Thanks for the info, We did not think of doing the production that way.
We are currently leaving a 0.5 mm spacing between the same layer of materials. This is the minimum distance our laser machine requires to avoid burning the EMBO PAPER in where we manufacturer the Rhinestone MATRIXes fro production.
How we do it? .....
To be honest, We do it by eye unless a very detailed work is required. 
But to start with, making an elliptical object with 0.5mm diameter could also work. That ellipse will visually guide you on how much space you should leave.
(I am pretty sure there are better ways... but this is how we do it in S. Korea and China at the moment)

In case customers require the same layer of materials to be placed without space in the middle (something really heavy and condensed) we make two separated layers of the same materials. That will make the final outcome to be very heavy on rhinestones without compromising production speed.


Thanks a lot for the additions.

Thanks~


----------



## Gunslinger (Aug 3, 2007)

Thanks Mark ... I think I understand what you are saying here, but just to clarify ...

For the EMBO paper ... this is what you use on your laser machine that makes the holes for the rhinestones to be placed for automated motifs, correct? Like an engraver would do on a vinyl cutter?

For the MATRIXes ... this is another word for Motifs, yes? Which are the completed rhinestone designs ready to press on a garment??

I am not familiar with the laser machines for production use ... very interesting. At the moment, we have just been hand-setting stones, as the advanced software and production machines are not within our current budget. So, simplifying the design process with the most common software for the majority of users hand-setting is our primary concern, at the moment. Corel Draw instructions have been discussed here, but I know I tend to prefer to work with the Adobe products. Thanks for starting this instructional post for Illustrator!


----------



## veedub3 (Mar 29, 2007)

I just returned from China and saw the production first hand using a laser cutter. The EMBO paper looks like a thin piece of cardboard. This manufacturers set up was sorta like an assembly line. For example lets take a two color design with 4 different size rhinestones. To complete the motif you will need a EMBO board (template) for each color and each size rhinestone. Lets just say eight. At the start of the assembly line, a person places the rhinestones in the template, places the mylar tape on it then lift the tape off the EMBO / template and hand it to the next person in line who is equiped with the next stone and color, and this goes on until the motif is completed and the last person is the QC person that approves or rejects the finished motif.

I watched them do this an wondered is this how those with the Roland Engraver or DAS system completes a design?

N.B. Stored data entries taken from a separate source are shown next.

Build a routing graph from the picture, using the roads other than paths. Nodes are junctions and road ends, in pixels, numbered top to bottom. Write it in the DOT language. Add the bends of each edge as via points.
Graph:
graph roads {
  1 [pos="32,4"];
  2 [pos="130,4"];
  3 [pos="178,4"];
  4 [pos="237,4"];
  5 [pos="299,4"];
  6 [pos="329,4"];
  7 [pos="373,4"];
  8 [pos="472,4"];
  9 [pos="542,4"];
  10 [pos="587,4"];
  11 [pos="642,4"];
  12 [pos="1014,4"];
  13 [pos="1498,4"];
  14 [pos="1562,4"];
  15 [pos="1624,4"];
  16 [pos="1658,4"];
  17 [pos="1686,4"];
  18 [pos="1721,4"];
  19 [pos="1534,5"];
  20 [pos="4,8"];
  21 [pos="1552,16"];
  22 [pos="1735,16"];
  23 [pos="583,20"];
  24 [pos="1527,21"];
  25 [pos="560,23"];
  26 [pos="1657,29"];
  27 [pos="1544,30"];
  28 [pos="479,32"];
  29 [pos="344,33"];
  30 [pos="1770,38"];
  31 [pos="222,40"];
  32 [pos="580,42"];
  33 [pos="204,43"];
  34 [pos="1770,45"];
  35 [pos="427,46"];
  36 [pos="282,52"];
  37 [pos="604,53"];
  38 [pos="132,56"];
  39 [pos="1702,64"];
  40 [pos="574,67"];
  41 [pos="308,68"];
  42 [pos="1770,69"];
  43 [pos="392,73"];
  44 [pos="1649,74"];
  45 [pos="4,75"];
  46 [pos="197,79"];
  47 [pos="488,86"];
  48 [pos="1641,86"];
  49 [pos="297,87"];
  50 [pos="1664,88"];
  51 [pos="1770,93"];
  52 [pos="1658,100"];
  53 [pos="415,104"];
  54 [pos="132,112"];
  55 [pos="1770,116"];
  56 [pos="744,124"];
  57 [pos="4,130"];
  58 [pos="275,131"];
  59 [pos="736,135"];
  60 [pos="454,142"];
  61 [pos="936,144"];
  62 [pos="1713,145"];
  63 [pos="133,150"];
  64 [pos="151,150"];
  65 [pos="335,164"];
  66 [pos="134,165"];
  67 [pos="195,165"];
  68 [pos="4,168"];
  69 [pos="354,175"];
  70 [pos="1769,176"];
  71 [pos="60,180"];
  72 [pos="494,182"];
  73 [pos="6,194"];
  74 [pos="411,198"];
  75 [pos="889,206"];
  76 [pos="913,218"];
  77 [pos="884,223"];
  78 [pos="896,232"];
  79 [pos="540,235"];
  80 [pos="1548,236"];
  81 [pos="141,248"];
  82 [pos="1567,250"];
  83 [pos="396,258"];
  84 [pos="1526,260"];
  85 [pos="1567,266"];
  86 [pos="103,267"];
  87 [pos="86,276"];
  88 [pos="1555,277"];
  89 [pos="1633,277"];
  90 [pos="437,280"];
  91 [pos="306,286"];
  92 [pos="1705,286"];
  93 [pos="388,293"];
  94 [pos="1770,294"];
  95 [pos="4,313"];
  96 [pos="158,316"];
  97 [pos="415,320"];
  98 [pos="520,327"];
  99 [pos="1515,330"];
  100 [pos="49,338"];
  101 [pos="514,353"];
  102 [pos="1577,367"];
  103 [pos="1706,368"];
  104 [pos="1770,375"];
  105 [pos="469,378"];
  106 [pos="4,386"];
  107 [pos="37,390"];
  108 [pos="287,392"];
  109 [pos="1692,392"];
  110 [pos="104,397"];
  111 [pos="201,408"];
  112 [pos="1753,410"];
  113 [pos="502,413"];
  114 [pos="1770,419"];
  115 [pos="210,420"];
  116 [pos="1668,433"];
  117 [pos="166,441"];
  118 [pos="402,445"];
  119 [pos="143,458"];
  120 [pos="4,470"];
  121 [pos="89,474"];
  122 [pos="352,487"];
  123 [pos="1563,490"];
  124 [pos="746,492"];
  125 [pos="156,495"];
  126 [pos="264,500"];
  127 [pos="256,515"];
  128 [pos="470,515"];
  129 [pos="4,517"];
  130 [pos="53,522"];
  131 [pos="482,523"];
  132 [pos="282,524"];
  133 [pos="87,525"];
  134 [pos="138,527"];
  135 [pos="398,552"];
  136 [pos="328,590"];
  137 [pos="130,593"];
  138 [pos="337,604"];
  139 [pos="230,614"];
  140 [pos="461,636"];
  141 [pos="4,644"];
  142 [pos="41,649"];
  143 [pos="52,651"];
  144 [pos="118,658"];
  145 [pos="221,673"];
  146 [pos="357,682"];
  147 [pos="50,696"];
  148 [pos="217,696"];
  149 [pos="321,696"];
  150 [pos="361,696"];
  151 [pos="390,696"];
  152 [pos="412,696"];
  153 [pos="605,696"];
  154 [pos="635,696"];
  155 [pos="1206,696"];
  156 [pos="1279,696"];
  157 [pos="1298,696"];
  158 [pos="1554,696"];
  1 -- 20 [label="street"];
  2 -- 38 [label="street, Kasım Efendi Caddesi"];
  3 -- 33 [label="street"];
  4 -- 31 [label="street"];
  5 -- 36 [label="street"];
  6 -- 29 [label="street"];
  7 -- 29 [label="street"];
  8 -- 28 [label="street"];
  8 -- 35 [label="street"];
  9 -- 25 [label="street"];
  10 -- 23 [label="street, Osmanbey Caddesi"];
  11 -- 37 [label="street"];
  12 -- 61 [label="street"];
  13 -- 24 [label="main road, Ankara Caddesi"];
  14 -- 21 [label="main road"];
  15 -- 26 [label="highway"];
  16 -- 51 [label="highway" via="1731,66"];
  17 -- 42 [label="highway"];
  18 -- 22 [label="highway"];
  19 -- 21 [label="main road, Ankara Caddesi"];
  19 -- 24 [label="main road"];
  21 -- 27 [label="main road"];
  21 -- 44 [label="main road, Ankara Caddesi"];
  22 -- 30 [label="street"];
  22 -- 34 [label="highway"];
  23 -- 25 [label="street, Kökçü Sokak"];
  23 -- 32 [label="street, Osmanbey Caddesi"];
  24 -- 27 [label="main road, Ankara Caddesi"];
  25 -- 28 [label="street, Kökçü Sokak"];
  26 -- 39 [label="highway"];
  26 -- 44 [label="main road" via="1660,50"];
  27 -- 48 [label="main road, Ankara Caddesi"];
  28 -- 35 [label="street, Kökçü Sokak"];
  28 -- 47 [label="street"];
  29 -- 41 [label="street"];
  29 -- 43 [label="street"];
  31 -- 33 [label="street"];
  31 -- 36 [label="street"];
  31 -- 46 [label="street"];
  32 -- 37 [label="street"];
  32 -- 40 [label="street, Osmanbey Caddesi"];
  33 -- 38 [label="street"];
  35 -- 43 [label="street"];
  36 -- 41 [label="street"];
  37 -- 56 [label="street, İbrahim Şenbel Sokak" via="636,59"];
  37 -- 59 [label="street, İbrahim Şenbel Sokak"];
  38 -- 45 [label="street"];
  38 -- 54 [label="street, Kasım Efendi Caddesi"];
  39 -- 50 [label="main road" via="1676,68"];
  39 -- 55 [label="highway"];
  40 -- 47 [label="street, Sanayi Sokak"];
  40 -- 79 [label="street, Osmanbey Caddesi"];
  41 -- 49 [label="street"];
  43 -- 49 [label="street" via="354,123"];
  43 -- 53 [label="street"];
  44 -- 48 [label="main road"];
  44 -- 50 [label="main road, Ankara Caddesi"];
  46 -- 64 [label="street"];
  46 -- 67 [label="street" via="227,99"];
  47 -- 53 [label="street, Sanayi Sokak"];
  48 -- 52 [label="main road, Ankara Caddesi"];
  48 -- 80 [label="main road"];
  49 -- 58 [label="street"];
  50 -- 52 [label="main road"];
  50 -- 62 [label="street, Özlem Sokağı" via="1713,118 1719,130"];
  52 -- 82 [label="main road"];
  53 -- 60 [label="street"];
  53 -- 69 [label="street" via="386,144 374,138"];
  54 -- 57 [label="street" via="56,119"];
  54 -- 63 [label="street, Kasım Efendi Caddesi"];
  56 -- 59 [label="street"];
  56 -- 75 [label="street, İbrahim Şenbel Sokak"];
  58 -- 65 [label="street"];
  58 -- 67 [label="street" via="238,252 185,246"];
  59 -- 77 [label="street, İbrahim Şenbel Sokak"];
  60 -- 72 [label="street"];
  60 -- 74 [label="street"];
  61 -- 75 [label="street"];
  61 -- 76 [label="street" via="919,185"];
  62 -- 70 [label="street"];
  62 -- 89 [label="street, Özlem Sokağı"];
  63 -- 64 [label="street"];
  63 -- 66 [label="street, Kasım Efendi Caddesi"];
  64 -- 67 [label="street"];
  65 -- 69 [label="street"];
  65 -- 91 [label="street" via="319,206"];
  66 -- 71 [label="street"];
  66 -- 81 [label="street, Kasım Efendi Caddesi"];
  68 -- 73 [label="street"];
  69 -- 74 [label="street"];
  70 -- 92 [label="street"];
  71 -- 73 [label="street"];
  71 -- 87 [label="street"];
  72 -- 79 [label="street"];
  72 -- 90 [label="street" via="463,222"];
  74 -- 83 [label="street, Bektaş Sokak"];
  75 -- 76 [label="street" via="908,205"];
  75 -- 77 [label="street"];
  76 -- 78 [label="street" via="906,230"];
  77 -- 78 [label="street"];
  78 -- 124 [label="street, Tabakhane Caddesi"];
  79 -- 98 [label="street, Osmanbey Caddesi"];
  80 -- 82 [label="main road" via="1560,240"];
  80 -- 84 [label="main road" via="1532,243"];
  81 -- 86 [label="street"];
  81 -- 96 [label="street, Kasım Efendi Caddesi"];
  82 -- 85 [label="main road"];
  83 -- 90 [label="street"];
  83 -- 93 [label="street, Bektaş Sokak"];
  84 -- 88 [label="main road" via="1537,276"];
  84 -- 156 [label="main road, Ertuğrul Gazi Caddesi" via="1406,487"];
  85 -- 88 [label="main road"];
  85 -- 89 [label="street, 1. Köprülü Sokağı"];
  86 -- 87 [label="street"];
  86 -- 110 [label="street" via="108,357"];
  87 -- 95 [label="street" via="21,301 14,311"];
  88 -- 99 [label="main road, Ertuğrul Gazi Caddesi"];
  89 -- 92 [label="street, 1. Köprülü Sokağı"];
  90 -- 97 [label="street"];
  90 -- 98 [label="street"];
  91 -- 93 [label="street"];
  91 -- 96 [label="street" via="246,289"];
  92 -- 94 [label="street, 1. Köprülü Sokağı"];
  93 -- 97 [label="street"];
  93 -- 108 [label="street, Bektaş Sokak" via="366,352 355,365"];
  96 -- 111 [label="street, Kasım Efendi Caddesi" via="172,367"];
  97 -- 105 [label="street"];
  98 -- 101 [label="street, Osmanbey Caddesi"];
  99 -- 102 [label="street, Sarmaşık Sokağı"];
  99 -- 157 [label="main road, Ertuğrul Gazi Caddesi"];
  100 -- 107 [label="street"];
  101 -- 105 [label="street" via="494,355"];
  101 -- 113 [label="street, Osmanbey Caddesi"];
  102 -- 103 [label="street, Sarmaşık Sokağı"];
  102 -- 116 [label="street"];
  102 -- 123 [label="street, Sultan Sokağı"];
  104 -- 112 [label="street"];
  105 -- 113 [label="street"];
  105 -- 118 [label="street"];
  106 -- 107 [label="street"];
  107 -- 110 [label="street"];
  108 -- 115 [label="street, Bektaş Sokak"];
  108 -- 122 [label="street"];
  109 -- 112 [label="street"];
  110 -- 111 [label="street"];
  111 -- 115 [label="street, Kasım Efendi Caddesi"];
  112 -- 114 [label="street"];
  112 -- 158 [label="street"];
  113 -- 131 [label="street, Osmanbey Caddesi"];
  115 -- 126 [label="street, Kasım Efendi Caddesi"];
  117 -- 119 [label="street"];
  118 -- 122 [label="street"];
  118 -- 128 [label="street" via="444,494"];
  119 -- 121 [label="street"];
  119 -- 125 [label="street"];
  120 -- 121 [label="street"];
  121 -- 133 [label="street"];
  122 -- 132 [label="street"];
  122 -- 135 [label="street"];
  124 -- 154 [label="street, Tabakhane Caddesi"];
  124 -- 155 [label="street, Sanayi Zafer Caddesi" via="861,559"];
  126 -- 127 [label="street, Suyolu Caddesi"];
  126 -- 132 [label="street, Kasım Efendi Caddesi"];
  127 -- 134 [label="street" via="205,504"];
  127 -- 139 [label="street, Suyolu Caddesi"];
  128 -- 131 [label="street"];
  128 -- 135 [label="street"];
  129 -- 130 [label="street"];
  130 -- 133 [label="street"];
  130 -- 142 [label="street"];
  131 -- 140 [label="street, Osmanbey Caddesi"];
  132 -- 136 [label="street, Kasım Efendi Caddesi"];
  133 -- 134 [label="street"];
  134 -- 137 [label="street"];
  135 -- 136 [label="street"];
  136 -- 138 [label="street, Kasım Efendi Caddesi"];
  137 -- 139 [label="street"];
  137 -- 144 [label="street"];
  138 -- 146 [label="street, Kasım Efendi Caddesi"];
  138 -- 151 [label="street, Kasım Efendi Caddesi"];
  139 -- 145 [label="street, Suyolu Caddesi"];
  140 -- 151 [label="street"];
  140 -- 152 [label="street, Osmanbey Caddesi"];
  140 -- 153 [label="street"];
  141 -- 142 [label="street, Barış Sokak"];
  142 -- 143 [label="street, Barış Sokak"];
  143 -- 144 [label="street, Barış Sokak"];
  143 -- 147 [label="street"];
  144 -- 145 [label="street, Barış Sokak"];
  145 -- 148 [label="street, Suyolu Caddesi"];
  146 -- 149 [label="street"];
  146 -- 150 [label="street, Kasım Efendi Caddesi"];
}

Very interesting to watch.


Katrina


----------



## Gunslinger (Aug 3, 2007)

That sounds exactly how I had seen the production done from photos from our suppliers, thanks Katrina. I couldn't explain the workers in small cubicles lined up along the wall of the warehouse, if the entire process was machine based.


----------



## novarhinestone (Jan 7, 2009)

Katrina

You are correct. We have little cubicles where our employees shake the rhinestones on top of the matrix (= panels) and complete the production per each layer.
Roland Engraver and DAS software may be helpfull and they are part of the process.

The Roland Engraver machine = Engraves a acrylic panel that later has to be attached to a second panel for the rhinestones not to fall trough the hole. The Mylar paper would go on top each time rhinestones are set. 
Our factory in Los Angeles stoped using that service for production because those panels require a silicon to be sprayed couple of times during the day. 
MSDS for the silicon spray from 3m shows no problem for health but, I have a lot of pregnant hispanic ladies working in the factory and I just don't trust the MSDS info.
This panels are usually brown color.

For the LASER MACHINES and Vinyl CUTTERS = EMBO PAPER would be better. 
EMBO PAPER is a paper with a special texture. It avoids the mylar paper to stick on the paper. Easier to engrave / cut and no silicon spray required. EMBO PAPER is usually a panel in white color. 

SOme info....

With a panel properly made, we can process around 60 to 90 layers an hour in the US. China is little faster than that.

SO... imagine, 6 single layer logos placed in a layer. 60 layers an hour = 360 logos made in an hour.

I do not know how fast the robotic machines are but this is the speed used for production pricing.


Thanks for Reading!

Keep your clothing BLINGING!~!!!!!


----------



## debz1959 (Jul 29, 2007)

novarhinestone said:


> SOme info....
> 
> With a panel properly made, we can process around 60 to 90 layers an hour in the US. China is little faster than that.
> 
> SO... imagine, 6 single layer logos placed in a layer. 60 layers an hour = 360 logos made in an hour.


????

If you can process 60 layers per hour, and a logo is 6 layers...

That comes out to 10 logos per hour, doesn't it?


----------



## novarhinestone (Jan 7, 2009)

Sorry for the miss understanding

Again 
1 layer panel containing 6 logos. (You can make multiple logos in 1 layer, actually whaever it fits on your panel size)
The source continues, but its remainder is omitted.